The reality is that a legislative majority, blindly following Governor Brownback in enacting reckless and unfair tax policy, has created a situation where the state has given away its ability to fund vital state services including education. In reacting to the predictable results of their own policy, the Governor and his legislative allies repealed a constitutionally sound school finance system and replaced it with an inequitable block grant scheme. The Court has directed the legislature to resolve the equity issue by June 30. If not, there will be no option but to prohibit the distribution of state funds in an unconstitutional school finance system. 

The question of whether or not schools will open rests not on the Court but on the Legislature’s actions. It is the responsibility of the Legislature under the Constitution of the State of Kansas to “make suitable provision for finance of the educational interests of the state.” 

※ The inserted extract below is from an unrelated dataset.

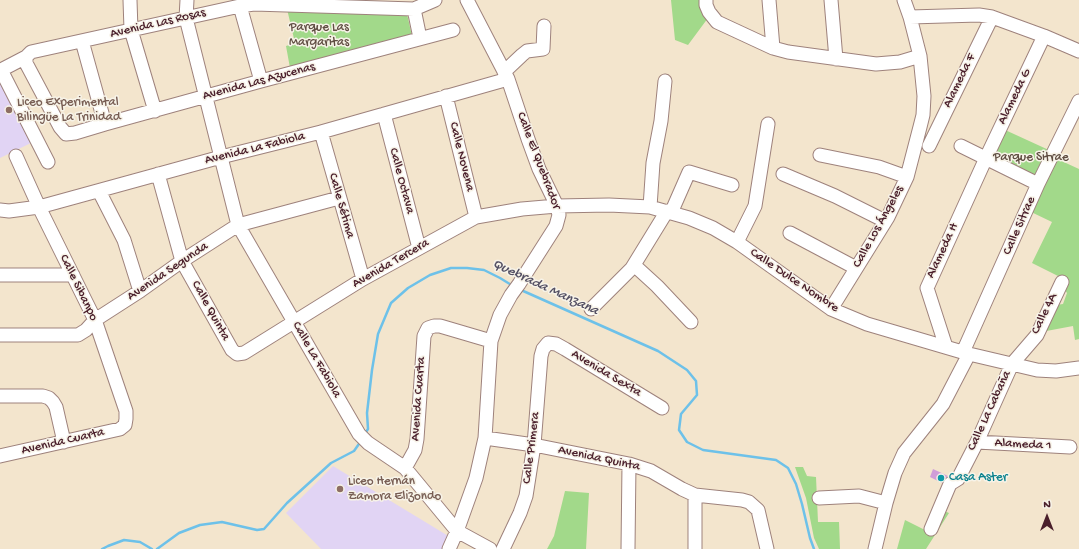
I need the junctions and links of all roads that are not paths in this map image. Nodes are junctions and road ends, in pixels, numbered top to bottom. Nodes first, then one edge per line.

The Legislature has an obligation to ensure that every student receives a quality education regardless of zip code. Since schools are funded partly through a “local option budget,” it is incumbent upon the legislature to ensure that every community is able to provide LOB funding with similar tax effort. The Court found that the Legislature, in repealing the constitutionally sound school finance system and replacing it with block grants, made the LOB inequitable. This is the issue before the legislature. It is generally believed that it would cost the state approximately $40 million to solve the issue. 

Unfortunately, thanks to the failed tax policy of Governor Brownback and his legislative allies, the state has repeatedly come up short of expectations in revenue collection. In May alone, state revenue collections were nearly $76 million below expectations. Brownback’s “trickle-down” tax policy has resulted in a collapse in state revenue of hundreds of millions of dollars. As a result, the highway program, KPERS, early childhood programs, services to those with disabilities, K-12 and higher education have suffered in attempts to balance the state budget.

During this special legislative session, lawmakers must focus with laser-sharp intensity on one issue and one alone – restoring equity to the LOB. Going forward, in order to restore fiscal stability to the state and to provide for all the services upon which Kansas citizens depend, future legislatures must look to adopting tax policy that is fair to all and provides the revenue necessary to serve the people.

Highlights:

-Equity LOB accounts for 25% of school funding.

-The Supreme Court did its job under the Constitution.

-Whether or not schools open is dependent upon action by the Legislature.

-The Legislature should focus squarely on funding during the special session.